[Source material — start]

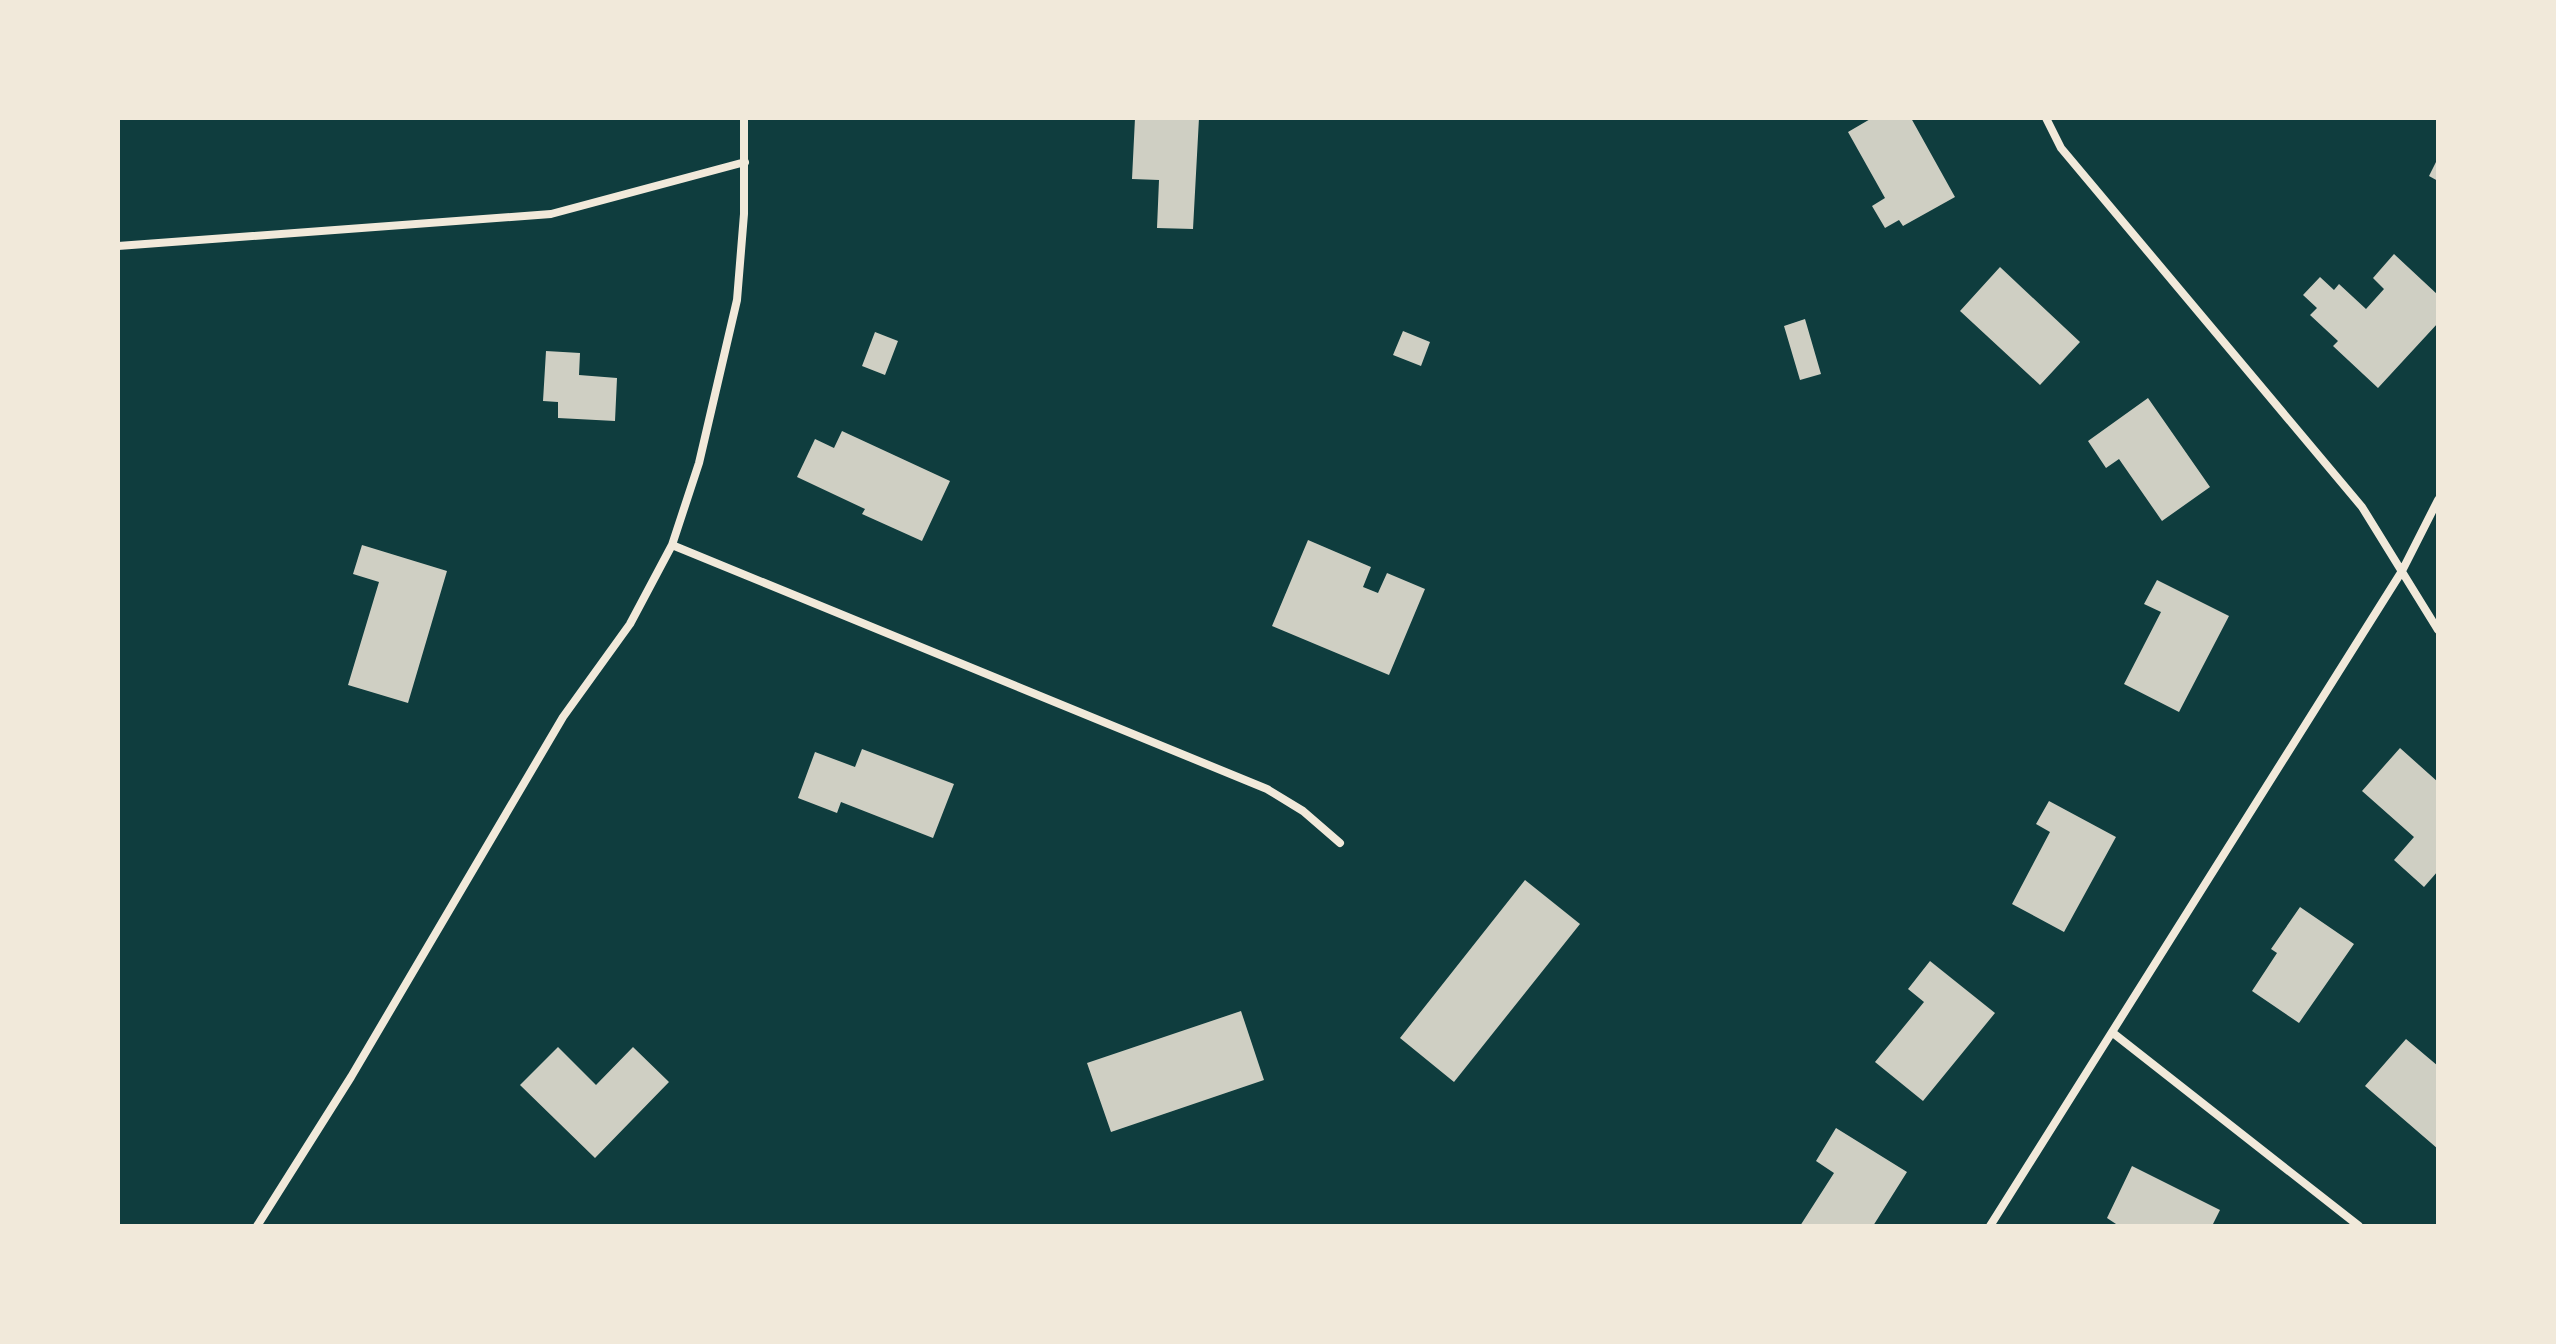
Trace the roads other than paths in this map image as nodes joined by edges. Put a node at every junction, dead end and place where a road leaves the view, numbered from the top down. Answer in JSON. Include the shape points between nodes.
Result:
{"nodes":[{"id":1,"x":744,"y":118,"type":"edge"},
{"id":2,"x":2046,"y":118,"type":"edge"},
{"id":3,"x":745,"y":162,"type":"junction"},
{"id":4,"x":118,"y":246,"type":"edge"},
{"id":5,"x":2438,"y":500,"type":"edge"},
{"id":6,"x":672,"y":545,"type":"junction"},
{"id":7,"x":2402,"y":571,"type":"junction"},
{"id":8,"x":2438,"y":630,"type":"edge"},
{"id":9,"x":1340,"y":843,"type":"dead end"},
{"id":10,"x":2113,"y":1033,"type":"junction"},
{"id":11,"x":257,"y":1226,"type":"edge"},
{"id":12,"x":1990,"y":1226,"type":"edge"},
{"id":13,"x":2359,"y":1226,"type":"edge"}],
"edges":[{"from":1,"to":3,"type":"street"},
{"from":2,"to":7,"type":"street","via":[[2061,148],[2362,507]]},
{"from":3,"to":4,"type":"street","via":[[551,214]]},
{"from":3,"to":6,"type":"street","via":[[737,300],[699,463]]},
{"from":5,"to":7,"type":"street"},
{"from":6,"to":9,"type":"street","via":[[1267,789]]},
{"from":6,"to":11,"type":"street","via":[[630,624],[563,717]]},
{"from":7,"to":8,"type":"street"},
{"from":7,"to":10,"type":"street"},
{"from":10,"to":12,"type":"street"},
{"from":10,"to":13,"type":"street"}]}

[Source material — finish]

*What is expected*: The records above must be echoed exactly, minus their pictures.

*Answer space*:
Trace the roads other than paths in this map image as nodes joined by edges. Put a node at every junction, dead end and place where a road leaves the view, numbered from the top down. Answer in JSON. Include the shape points between nodes.
Result:
{"nodes":[{"id":1,"x":744,"y":118,"type":"edge"},
{"id":2,"x":2046,"y":118,"type":"edge"},
{"id":3,"x":745,"y":162,"type":"junction"},
{"id":4,"x":118,"y":246,"type":"edge"},
{"id":5,"x":2438,"y":500,"type":"edge"},
{"id":6,"x":672,"y":545,"type":"junction"},
{"id":7,"x":2402,"y":571,"type":"junction"},
{"id":8,"x":2438,"y":630,"type":"edge"},
{"id":9,"x":1340,"y":843,"type":"dead end"},
{"id":10,"x":2113,"y":1033,"type":"junction"},
{"id":11,"x":257,"y":1226,"type":"edge"},
{"id":12,"x":1990,"y":1226,"type":"edge"},
{"id":13,"x":2359,"y":1226,"type":"edge"}],
"edges":[{"from":1,"to":3,"type":"street"},
{"from":2,"to":7,"type":"street","via":[[2061,148],[2362,507]]},
{"from":3,"to":4,"type":"street","via":[[551,214]]},
{"from":3,"to":6,"type":"street","via":[[737,300],[699,463]]},
{"from":5,"to":7,"type":"street"},
{"from":6,"to":9,"type":"street","via":[[1267,789]]},
{"from":6,"to":11,"type":"street","via":[[630,624],[563,717]]},
{"from":7,"to":8,"type":"street"},
{"from":7,"to":10,"type":"street"},
{"from":10,"to":12,"type":"street"},
{"from":10,"to":13,"type":"street"}]}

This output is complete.